One more question that should also remember to ask yourself: when a new, better model is discovered, how will it be updated in the final product?
Demands to face or how fast must it be?
The initial business problem you want to solve brings its own demands. The data that you have gathered plus the algorithm that was chosen have some assumptions. In addition, the platform you deliver on adds some restrictions.
Now, there are also some challenges that may not have been considered yet but could have an impact on success. For example, how fast does the end user interact with the application? Is it less than a second? Or maybe the process is asynchronous due to heavy video processing and a notification should be sent when results are available? You just need common sense to answer these.
It’s obvious that the application should run as quickly as possible, but it’s not helpful for researchers. They may stick to looking for a solution that delivers results as fast as possible, and at the end of the day, they have nothing, as they have no idea when to stop. However, if you know that the threshold for losing customers is 3 seconds, whilst one second is optimal for usage and everything below brings no value (clients won’t notice the difference), then scientists have a clear goal to work towards.
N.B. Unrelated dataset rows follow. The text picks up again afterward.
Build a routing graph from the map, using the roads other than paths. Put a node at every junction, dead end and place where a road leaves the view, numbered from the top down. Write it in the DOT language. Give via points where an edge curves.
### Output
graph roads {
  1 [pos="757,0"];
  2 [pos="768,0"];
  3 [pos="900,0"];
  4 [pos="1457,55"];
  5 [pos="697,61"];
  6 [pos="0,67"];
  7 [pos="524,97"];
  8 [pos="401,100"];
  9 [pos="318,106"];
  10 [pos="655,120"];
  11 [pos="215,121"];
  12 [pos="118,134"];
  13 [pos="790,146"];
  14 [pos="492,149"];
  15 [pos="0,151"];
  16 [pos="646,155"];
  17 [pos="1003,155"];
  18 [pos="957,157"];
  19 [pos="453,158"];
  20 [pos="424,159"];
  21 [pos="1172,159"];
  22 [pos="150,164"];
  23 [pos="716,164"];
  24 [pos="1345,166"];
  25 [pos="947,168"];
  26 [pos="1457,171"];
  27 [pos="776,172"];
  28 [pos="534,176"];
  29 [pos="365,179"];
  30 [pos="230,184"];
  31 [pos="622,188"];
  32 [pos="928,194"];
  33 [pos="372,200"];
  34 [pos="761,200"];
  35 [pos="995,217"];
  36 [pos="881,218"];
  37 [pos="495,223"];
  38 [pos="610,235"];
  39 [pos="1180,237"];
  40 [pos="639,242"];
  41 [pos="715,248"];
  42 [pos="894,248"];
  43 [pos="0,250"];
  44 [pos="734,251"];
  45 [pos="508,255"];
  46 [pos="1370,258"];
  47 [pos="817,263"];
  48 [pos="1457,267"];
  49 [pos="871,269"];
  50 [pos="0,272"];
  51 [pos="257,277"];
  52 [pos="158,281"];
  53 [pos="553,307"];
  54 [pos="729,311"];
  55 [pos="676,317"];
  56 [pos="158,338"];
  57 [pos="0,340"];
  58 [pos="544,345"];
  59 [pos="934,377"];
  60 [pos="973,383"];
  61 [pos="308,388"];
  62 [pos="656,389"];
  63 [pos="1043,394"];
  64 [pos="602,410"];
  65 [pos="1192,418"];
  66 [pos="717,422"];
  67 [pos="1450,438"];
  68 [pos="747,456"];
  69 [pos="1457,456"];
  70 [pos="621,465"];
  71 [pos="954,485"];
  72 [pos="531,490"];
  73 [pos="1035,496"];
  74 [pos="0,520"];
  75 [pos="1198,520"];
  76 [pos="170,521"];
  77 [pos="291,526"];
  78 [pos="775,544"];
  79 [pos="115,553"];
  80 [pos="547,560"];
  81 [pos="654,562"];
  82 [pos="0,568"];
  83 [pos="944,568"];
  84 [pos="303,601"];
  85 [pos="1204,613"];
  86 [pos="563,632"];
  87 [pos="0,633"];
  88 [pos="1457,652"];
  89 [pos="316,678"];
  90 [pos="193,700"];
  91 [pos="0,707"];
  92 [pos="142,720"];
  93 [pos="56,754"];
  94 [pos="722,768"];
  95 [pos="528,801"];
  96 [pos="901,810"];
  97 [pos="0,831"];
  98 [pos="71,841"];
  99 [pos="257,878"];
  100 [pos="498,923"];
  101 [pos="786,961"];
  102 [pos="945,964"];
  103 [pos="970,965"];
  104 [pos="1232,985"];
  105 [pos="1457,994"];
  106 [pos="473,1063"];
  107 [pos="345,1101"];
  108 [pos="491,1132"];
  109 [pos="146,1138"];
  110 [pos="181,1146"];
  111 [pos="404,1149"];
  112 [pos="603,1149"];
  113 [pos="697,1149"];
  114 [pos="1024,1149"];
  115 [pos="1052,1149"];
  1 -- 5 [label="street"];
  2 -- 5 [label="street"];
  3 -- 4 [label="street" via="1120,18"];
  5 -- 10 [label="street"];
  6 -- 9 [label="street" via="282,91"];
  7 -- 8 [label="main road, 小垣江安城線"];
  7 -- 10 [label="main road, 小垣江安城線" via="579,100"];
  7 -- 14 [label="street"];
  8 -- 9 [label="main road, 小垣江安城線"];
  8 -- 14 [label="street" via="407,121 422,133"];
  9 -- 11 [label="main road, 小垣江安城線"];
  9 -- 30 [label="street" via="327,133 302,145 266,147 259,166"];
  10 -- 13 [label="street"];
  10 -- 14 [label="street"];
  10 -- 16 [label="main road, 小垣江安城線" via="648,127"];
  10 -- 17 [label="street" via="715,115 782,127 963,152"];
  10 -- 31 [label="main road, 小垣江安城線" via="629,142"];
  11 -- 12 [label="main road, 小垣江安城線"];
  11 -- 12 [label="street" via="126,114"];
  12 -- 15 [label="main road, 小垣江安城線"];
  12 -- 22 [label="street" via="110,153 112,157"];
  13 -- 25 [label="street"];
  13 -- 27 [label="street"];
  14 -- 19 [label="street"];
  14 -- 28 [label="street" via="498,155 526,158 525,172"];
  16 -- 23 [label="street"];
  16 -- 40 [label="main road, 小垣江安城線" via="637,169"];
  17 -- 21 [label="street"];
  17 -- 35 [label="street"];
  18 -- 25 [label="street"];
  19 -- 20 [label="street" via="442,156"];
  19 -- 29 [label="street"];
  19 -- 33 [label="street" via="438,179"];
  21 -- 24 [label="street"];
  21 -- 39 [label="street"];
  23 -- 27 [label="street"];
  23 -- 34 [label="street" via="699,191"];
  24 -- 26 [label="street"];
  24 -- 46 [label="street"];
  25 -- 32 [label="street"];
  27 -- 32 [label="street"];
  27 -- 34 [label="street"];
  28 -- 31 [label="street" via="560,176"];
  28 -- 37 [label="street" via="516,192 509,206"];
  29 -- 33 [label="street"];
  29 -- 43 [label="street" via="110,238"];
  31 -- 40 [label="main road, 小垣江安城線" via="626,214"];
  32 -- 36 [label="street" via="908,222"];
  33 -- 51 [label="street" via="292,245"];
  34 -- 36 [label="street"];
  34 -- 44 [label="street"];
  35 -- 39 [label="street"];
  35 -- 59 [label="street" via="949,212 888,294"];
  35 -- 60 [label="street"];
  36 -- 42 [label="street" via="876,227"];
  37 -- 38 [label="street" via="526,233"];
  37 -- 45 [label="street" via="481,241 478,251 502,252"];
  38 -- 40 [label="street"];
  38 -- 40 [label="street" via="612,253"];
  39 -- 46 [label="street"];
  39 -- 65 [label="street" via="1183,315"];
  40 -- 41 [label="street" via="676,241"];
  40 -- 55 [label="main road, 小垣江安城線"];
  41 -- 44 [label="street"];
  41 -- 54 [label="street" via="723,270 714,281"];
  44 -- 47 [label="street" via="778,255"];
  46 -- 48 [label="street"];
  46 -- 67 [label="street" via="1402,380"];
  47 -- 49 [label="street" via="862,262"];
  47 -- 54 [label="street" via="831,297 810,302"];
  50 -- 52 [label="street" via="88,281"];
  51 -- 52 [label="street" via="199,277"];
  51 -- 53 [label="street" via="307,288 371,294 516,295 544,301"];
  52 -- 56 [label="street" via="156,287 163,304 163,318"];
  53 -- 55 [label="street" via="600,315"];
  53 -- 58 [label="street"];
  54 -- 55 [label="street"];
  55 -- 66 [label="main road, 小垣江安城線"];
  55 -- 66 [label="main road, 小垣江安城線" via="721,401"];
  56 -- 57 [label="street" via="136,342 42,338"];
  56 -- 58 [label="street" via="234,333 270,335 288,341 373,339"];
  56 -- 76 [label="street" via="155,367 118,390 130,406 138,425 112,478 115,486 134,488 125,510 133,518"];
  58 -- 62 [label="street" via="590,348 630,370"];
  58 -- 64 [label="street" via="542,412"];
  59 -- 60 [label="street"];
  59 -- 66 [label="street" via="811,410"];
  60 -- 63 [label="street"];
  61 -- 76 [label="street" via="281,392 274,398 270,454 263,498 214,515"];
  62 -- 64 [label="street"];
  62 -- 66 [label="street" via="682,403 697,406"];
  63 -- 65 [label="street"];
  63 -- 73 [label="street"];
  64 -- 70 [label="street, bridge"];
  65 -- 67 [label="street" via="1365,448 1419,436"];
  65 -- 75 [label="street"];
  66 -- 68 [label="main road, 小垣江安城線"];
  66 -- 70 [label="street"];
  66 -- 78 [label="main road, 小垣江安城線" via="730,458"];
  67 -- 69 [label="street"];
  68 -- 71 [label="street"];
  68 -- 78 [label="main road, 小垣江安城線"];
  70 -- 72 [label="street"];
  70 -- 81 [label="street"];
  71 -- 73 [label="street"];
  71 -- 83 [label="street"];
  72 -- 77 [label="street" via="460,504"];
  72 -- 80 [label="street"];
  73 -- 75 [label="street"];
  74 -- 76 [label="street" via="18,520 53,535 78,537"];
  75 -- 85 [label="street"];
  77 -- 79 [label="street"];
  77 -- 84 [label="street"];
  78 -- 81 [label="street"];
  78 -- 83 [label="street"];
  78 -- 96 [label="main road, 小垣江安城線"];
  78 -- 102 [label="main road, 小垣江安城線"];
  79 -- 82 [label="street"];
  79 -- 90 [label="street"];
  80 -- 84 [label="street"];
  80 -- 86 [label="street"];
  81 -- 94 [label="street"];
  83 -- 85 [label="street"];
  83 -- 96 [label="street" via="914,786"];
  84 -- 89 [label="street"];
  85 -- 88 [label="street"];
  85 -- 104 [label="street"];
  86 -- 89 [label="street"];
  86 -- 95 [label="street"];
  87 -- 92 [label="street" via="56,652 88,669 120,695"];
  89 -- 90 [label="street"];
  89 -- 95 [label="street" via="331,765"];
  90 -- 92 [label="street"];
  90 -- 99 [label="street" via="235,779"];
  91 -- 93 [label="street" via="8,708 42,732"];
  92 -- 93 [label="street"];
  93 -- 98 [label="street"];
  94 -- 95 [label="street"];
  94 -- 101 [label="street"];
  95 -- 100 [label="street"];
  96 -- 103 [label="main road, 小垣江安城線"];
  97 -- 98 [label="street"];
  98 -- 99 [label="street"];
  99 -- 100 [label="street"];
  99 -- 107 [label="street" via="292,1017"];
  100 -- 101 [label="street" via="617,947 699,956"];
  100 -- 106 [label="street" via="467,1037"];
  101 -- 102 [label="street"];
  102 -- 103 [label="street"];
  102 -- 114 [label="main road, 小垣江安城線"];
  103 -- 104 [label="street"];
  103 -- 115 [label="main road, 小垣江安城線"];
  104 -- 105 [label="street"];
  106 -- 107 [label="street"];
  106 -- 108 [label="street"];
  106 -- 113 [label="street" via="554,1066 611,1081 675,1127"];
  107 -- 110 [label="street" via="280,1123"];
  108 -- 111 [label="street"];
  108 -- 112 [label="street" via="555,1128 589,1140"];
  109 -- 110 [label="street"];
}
Another example could be the number of requests (web-based systems) to handle and therefore the number of machines you must set up or their computation power. The more heavy your processing is (also pre-processing and post-processing) the more expensive the hardware is. Especially if GPUs are needed. Assuming that you’re paying per hour for such computers, expenses could be tremendously high if machines are up and idle (no profits, but costs).
In the end, both the infrastructure and the staff should be factored into your costs, as the latter are necessary to prepare such a setup and monitor it later on.
…and they lived happily ever after. Or the future of your models.
You have everything set up. The models are running on powerful machines. People are happy with the final product. Your company has more revenue than expected. It seems that the job is finished and actually, that may be totally true. However, there may be one more aspect that is worth considering. The future can’t be predicted 100% and all that has been done was on some historical data. Therefore, keep track of your product performance so that you’re not left surprised. If you discover that you’re getting worse results over time and it is still crucial to keep the original quality your team accomplished on evaluation, then you need to question “what has happened which has meant that results started to change?” Your team should help you with the answer.
I hoped I managed to reveal a few aspects of software development powered by a ML core. Especially, that it is now clearer what the next step of delivering your product may bring and what flavors they have.
As the final word, let me cite Gorge E.P. Box, who said that ‘All models are wrong but some are useful,’ and that’s what we must always remember.